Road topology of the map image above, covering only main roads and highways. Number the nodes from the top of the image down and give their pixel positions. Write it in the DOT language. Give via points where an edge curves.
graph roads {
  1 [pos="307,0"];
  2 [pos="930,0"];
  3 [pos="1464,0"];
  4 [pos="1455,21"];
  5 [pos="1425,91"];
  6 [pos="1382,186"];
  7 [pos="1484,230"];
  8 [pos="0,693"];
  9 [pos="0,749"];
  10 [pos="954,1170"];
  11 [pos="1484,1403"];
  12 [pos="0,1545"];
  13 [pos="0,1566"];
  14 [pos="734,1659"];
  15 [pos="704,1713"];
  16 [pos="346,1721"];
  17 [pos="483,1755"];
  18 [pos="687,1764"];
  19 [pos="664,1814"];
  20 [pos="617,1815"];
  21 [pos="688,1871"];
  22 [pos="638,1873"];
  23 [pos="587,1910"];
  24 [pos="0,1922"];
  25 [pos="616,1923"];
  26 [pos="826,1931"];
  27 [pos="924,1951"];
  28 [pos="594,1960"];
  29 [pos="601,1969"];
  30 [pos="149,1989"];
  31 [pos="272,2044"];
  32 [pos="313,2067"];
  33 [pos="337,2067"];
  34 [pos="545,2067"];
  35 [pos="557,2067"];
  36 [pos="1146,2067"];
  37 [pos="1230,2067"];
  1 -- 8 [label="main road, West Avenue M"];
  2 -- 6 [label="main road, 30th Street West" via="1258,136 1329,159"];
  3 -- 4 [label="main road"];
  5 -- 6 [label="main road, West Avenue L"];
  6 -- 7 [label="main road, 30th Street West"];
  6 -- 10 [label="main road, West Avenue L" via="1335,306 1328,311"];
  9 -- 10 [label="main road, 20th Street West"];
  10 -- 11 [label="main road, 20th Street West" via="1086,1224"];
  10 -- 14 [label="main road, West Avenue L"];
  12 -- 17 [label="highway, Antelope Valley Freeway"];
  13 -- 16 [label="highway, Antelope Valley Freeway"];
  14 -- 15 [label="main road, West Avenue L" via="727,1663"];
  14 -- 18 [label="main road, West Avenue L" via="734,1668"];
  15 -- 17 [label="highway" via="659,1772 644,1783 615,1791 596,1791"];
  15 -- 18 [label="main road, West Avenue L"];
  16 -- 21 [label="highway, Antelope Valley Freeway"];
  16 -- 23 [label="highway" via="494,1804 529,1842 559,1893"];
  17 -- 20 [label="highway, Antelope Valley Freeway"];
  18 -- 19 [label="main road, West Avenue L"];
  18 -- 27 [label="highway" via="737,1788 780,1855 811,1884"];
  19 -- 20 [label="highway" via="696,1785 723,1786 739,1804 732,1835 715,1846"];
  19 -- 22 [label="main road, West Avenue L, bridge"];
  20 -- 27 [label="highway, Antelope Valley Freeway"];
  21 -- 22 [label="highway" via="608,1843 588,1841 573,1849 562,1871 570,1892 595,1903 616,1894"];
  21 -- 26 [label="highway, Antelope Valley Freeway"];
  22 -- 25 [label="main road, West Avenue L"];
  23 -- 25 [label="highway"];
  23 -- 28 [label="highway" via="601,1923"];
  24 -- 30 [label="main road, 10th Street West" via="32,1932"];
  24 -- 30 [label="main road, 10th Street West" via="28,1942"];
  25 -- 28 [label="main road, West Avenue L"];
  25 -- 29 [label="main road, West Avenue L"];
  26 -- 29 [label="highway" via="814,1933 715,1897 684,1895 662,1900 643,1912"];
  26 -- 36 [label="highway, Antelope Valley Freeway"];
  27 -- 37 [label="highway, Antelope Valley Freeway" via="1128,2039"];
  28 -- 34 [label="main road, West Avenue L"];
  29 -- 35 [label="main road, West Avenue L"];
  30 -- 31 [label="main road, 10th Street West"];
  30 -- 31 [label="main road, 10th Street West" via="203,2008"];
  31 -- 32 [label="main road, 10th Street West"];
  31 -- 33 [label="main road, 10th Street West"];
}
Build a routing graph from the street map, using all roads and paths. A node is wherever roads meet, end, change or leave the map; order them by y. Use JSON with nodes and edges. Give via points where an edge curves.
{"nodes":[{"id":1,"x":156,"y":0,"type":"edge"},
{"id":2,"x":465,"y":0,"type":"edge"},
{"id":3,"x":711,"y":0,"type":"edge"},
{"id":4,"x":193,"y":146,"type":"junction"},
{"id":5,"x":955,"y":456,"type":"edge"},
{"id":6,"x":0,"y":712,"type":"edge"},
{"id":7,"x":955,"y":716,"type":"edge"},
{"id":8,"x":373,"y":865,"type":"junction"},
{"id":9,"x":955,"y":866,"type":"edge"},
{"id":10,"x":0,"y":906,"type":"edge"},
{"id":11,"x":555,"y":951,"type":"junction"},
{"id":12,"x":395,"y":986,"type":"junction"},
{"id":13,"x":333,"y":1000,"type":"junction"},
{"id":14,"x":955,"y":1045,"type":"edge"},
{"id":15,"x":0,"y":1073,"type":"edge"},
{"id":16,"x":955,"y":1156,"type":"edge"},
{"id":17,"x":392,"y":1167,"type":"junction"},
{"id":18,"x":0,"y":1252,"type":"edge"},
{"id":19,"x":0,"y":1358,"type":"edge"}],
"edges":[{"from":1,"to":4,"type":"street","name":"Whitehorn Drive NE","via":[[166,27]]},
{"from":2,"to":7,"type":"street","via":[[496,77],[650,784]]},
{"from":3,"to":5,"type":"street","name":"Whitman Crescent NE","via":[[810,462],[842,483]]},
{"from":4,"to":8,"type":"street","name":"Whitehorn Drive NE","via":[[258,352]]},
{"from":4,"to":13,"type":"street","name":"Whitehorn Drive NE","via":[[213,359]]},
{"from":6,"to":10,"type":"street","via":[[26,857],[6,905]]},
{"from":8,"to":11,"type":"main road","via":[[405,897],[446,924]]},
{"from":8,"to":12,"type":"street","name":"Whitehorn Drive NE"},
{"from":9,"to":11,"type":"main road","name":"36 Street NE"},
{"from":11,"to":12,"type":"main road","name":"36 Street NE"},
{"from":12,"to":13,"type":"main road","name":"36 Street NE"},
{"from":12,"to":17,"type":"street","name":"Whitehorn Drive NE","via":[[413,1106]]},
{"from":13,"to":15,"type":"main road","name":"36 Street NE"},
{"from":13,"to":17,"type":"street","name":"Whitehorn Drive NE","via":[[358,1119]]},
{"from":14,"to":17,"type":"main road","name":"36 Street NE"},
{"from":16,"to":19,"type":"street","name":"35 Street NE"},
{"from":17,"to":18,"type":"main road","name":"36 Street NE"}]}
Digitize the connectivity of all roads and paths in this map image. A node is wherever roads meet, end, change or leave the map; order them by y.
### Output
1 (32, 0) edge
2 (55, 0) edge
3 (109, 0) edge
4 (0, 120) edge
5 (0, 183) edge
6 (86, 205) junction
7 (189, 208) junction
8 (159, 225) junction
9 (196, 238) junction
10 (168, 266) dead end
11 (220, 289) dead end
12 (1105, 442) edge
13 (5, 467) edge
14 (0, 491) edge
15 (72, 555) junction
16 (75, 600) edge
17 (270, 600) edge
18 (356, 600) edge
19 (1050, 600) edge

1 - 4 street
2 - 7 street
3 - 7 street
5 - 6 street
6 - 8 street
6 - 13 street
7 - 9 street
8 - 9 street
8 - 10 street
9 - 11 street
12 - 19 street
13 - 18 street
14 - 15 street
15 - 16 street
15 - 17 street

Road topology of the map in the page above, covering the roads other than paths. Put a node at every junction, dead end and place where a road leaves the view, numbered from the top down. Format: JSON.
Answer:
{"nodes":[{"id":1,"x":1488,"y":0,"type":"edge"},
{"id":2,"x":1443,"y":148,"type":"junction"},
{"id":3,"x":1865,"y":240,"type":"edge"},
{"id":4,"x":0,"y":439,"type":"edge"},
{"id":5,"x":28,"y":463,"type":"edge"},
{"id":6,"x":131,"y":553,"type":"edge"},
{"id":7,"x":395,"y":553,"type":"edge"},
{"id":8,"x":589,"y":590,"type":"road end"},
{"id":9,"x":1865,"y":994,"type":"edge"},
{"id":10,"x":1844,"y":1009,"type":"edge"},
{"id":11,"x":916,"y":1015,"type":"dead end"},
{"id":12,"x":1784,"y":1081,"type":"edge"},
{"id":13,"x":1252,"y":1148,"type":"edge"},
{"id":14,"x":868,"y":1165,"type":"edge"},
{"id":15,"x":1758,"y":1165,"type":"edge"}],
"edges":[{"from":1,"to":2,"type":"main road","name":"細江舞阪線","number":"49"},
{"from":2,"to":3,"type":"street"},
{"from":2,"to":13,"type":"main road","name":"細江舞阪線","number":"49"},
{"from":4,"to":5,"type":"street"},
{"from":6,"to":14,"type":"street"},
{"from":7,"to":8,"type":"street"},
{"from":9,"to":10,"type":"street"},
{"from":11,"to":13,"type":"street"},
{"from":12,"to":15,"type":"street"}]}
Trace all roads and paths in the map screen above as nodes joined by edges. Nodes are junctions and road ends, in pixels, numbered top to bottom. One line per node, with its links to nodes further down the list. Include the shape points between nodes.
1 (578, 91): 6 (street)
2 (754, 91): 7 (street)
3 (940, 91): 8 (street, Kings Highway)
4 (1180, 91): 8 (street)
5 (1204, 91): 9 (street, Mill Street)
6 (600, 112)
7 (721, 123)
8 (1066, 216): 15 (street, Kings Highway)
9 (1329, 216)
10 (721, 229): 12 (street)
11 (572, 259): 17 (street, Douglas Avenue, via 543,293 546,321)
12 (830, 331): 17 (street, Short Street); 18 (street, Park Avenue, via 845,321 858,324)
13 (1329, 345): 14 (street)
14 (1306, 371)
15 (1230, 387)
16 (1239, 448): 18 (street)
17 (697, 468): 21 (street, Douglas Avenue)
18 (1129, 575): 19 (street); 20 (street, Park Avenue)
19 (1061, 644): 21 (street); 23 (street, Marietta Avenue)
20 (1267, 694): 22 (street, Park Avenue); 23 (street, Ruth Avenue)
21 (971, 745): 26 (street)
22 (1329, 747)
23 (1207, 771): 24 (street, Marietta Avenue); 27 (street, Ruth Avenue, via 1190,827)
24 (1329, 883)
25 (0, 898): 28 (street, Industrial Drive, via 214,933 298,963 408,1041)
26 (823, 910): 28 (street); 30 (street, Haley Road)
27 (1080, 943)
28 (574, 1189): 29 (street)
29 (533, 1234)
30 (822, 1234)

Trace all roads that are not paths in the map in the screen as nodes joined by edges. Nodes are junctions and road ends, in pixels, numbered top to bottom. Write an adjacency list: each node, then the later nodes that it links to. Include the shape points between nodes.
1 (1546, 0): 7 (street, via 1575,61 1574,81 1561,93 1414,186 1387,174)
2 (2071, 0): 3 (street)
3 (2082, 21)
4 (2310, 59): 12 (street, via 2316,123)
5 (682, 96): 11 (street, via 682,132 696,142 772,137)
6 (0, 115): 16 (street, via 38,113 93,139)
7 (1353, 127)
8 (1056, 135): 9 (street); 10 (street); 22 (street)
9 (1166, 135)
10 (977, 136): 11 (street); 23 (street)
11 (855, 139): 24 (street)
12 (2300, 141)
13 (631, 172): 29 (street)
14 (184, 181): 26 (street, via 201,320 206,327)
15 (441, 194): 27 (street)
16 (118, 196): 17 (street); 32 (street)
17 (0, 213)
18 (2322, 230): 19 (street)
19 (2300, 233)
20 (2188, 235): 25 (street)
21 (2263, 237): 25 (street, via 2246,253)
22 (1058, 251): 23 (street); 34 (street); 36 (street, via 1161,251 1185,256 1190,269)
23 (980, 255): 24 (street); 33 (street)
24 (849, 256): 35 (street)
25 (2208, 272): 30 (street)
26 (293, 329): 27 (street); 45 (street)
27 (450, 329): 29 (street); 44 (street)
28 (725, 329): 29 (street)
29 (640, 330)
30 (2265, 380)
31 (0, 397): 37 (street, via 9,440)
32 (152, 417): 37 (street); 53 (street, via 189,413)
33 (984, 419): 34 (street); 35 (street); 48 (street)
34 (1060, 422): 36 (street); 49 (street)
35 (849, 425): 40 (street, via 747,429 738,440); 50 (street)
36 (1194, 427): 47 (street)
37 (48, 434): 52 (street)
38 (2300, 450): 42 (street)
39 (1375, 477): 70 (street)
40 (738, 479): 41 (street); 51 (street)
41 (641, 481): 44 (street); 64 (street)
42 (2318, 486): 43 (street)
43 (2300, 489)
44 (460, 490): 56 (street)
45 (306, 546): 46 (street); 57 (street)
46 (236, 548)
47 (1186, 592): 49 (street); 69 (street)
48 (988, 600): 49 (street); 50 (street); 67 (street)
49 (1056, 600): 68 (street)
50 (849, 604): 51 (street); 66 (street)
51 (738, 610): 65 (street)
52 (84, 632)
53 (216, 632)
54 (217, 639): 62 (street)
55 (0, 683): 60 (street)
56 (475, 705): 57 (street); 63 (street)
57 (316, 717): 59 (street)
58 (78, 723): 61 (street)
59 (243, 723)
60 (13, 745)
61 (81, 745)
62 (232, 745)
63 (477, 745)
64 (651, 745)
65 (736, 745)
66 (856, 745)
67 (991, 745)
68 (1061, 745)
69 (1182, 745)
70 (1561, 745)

**Action item:** The answer consists of every line above in which the word "Kings" occurs.

**Solution:**
3 (940, 91): 8 (street, Kings Highway)
8 (1066, 216): 15 (street, Kings Highway)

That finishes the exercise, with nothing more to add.